Much of my week has been spent working at our other site up at Beckingham Marshes, but thankfully we have plenty of birders reporting good stuff for us here at Langford. On Tuesday, the first avocets of the year were picked up by volunteer Dave Roberts on Phase 1, 2 birds were also seen this morning by volunteer Rob Werran. My Thursday morning bittern vigil produced a bird over Phase 2 at 05.20, followed later in the morning by a woodcock which flew up from the public footpath edge by the northern most silt lagoon, a flyover godwit species - frustratingly distant and silhouetted and plenty of sand martins and the first singing chiffchaffs recorded on this year's BBS.
Rock pipit, a flyover glaucous gull, redshank, dunlin, sand martin and ringed plover were highlights from Rob and Craig's visit on Thursday afternoon, volunteer Ellen Marshall was pleased to record peregrine on site on site yesterday, as was our Conservation Officer Carl Cornish, along with sand martin, ringed plover and 4 pintail.
204 whooper swans flew over this morning (with another/same 200 seen over the nearby village of Farnsfield) - obviously some movement going on today - I had a rather more modest 8 over my patch in Lincs!
Whooper swans on the move. Ben Hall (rspb-images.com)
After a relatively quiet winter on site, the reserve seemed to come alive yesterday, with some welcome sightings of species we haven't seen for a while, migrants coming in and a bittern bonanza!
First thing in the morning is arguably the best time for seeing and hearing birds and at Langford it certainly is one of the best times for bittern. An early morning vigil by Phase 2 - very early at 05.30 - was richly rewarded with the sighting of not 1, not 2, but 3 bitterns! I have suspected 3 birds on site for a while, so I'm pleased to confirm it. This is the highest number of confirmed bittern on site we have ever had and to hold three birds, albeit non-breeding, is a real positive step for such a young site. That wasn't the end of the bonanza however, with one of the birds seen again by myself and the Friday volunteer crew at 16.00 as we closed up the containers. A bird was also seen by Stuart and Tasia on Thursday morning.
An adult female marsh harrier drifted over Phase 2 at 10.00, spotted by John and Julie, this is the first marsh harrier record on site since late last year.
Migrants yesterday included the first sand martins of 2015, with two over the visitor trails early morning and up to five around Phase 2 later in the morning - great to see these back. A singing chiffchaff around the silt lagoons at lunchtime was my first of the year and migrants of the opposite kind included 24 whooper swans north over the visitor trails at 08.10 and c.300 fieldfare feeding in the field east of the North Trail, at 08.30.
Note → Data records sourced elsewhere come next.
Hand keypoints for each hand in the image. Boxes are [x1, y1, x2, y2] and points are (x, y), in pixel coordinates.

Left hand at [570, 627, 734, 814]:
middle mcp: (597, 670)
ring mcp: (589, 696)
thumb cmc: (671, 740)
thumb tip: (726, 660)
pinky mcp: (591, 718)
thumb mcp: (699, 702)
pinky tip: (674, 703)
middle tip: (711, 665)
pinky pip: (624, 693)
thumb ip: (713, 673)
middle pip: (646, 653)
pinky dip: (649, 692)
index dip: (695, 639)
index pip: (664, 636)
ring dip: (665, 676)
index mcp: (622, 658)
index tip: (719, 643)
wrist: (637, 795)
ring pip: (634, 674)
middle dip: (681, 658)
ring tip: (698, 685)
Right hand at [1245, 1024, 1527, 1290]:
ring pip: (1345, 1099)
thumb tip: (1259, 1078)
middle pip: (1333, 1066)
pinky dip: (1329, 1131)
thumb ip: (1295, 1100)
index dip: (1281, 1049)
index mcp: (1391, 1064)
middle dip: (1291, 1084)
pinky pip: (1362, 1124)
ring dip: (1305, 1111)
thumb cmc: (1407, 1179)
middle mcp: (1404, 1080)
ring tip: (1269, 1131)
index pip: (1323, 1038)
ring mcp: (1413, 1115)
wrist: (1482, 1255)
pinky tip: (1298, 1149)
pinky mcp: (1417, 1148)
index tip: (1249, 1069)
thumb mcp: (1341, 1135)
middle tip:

The warm weather also brought out small tortoiseshell and peacock butterflies - peacock being my first of the year.
I have been eagerly awaiting signs of spring for a few weeks now - often from the middle of February onwards there is always the chance of a warm, sunny and calm day that brings out the odd queen bumblebee looking for a nesting site, or the first butterfly of the year. February too often brings the first chiffchaff song (23rd Feb last year) and a multitude of other bird species in song.
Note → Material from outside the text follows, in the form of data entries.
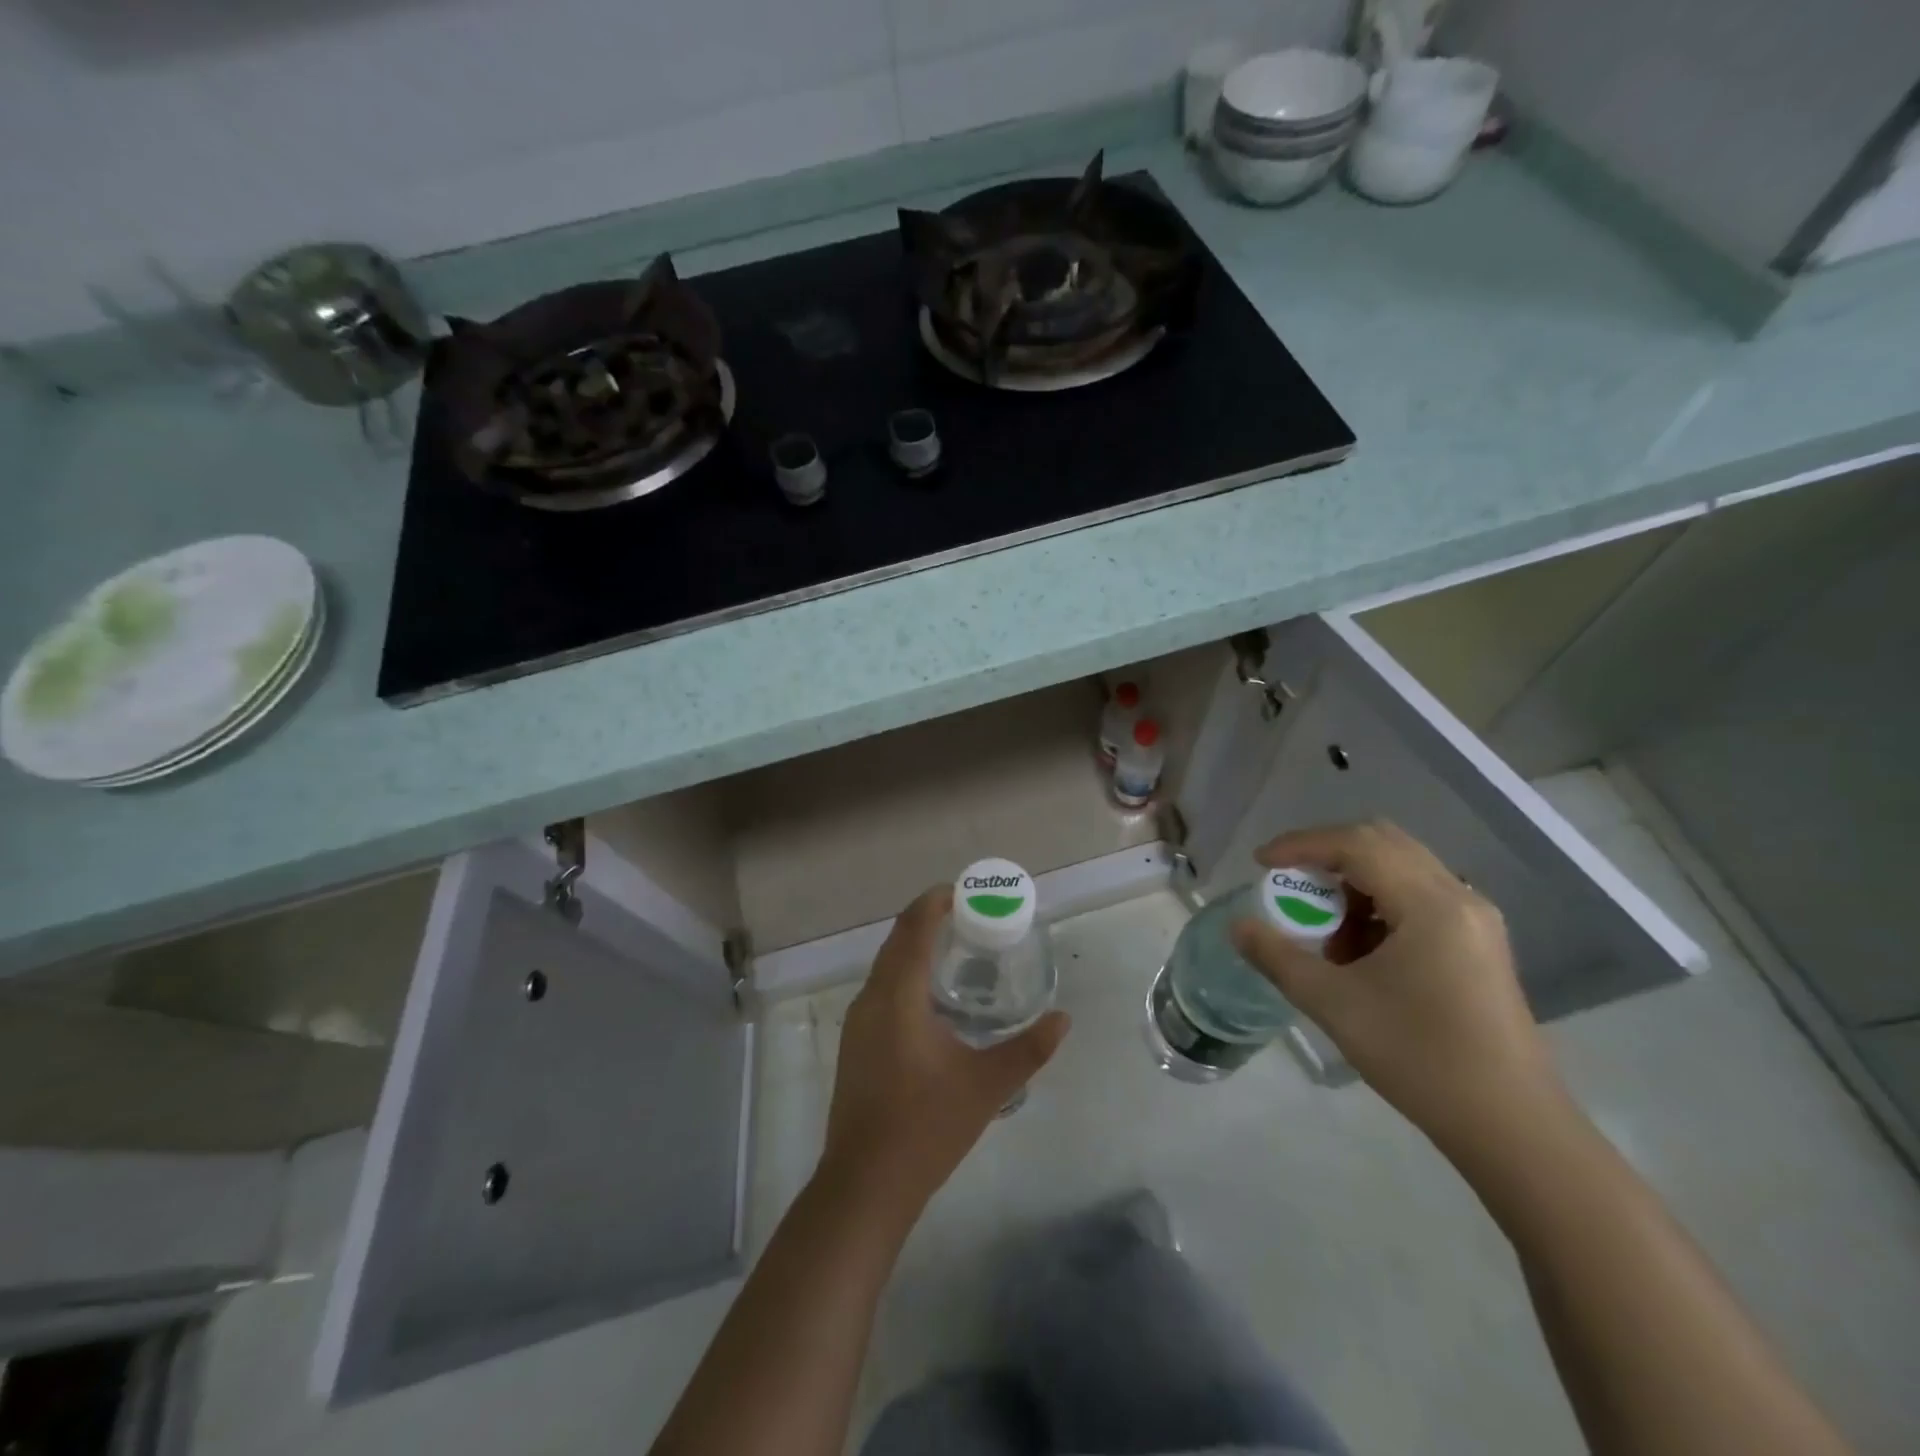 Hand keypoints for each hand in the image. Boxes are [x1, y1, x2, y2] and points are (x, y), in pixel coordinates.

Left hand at [820, 886, 1069, 1221]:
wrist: (864, 1184)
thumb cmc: (926, 1126)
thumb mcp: (987, 1086)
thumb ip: (1029, 1049)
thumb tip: (1063, 1020)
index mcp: (898, 995)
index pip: (914, 927)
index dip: (936, 901)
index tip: (965, 891)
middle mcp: (871, 998)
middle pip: (897, 939)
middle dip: (928, 919)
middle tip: (969, 916)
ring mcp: (858, 1022)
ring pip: (886, 965)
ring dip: (915, 946)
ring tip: (955, 948)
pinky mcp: (855, 1043)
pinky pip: (881, 988)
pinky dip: (906, 973)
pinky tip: (932, 998)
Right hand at [1230, 821, 1563, 1156]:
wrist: (1511, 1126)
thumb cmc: (1420, 1057)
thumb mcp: (1334, 1005)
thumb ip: (1278, 958)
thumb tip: (1237, 926)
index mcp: (1430, 904)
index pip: (1357, 844)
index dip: (1302, 845)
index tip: (1261, 863)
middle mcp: (1459, 897)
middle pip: (1382, 844)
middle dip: (1327, 857)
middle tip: (1290, 885)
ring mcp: (1475, 921)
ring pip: (1401, 869)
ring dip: (1353, 885)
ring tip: (1326, 934)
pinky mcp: (1478, 944)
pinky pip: (1419, 898)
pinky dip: (1379, 906)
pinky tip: (1362, 953)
However, it wasn't until this Tuesday 10th March that I finally managed to see my first butterfly, a small tortoiseshell on the wing in Gainsborough on the way back from Beckingham Marshes. Back at Langford on the same afternoon, I was also treated to my first bumblebee spp. of the year feeding on willow catkins, followed by another at Beckingham Marshes yesterday. A chiffchaff has been seen twice on the southern public footpath in the last few days (thanks to John Ellis, Stuart Carlton, Tasia Dolby for this), but no singing as yet. And despite the good weather today, that has been our lot so far and with cooler and windy conditions forecast for the next week or so, I think it maybe a slow spring...
There is plenty to look forward too though over the coming weeks. It is always worth keeping an eye open for the first sand martins any time now and there are numerous wheatear in the country, swallow and osprey through. Little ringed plover won't be long arriving on site and as time moves on, listen out for the first blackcaps, willow warblers (first on 31st March last year!) and passage waders such as dunlin, sanderling, black-tailed godwit and whimbrel - all species that turn up at Langford on spring passage.
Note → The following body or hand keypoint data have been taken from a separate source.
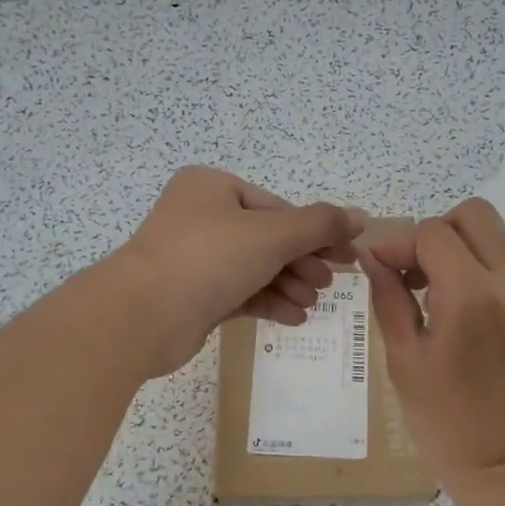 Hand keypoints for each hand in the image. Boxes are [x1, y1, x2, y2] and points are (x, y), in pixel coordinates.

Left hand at [111, 167, 365, 374]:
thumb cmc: (209, 258)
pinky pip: (239, 293)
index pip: (276, 207)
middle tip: (329, 284)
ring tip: (311, 304)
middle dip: (301, 262)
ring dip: (288, 284)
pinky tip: (294, 317)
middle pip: (267, 238)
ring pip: (254, 268)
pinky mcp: (191, 296)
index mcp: (212, 187)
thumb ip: (320, 224)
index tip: (345, 257)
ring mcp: (193, 258)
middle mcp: (200, 217)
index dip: (315, 232)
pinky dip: (267, 302)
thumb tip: (361, 216)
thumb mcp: (272, 234)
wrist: (143, 315)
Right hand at [360, 199, 504, 495]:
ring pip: (504, 244)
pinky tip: (482, 333)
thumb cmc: (446, 422)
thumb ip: (389, 297)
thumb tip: (374, 259)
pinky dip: (495, 288)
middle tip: (420, 272)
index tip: (384, 270)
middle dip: (440, 233)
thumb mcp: (404, 360)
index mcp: (470, 291)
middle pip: (477, 215)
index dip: (399, 244)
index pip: (431, 232)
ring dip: (469, 256)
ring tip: (446, 300) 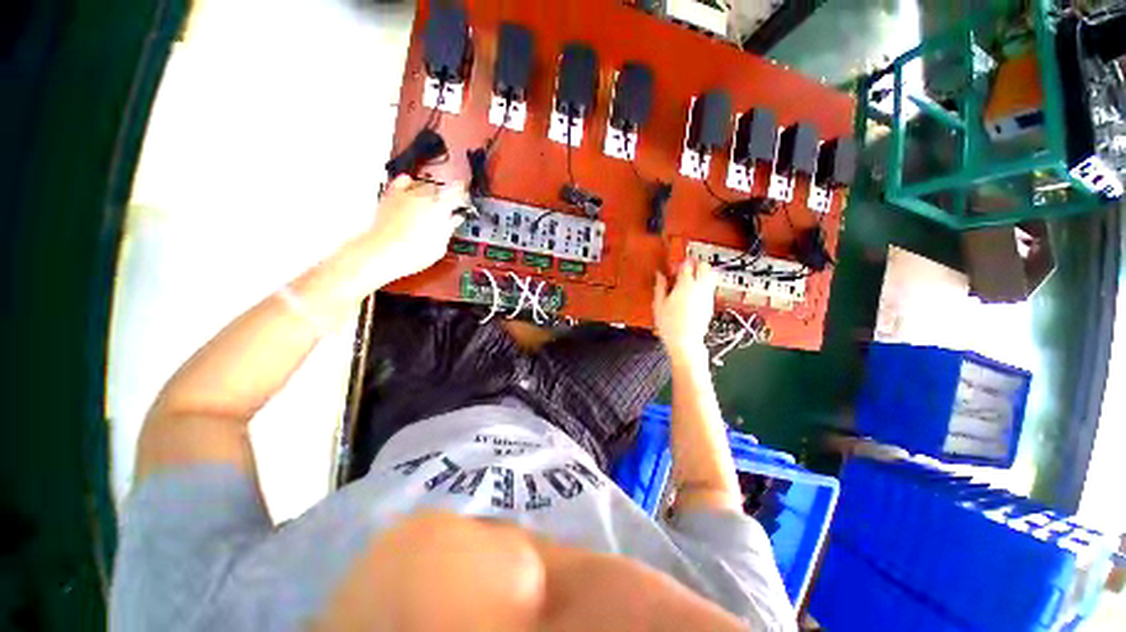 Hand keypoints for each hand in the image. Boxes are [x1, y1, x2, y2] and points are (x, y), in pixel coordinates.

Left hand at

The first butterfly species of the year are usually brimstone, small tortoiseshell, peacock or comma - all species that overwinter as imago (adult) insects. Overwintering as adults means they are the first to emerge after the winter's hibernation. Any of these species are possible now on warm days, so keep a look out, especially along the eastern public footpath - this sheltered area is often the first place I see butterflies in the spring.
And finally, it won't be long now before the fabulous display of cowslips near the Beach Hut comes into bloom. This is well worth seeing and it certainly adds a splash of welcome colour at the end of the long, cold winter.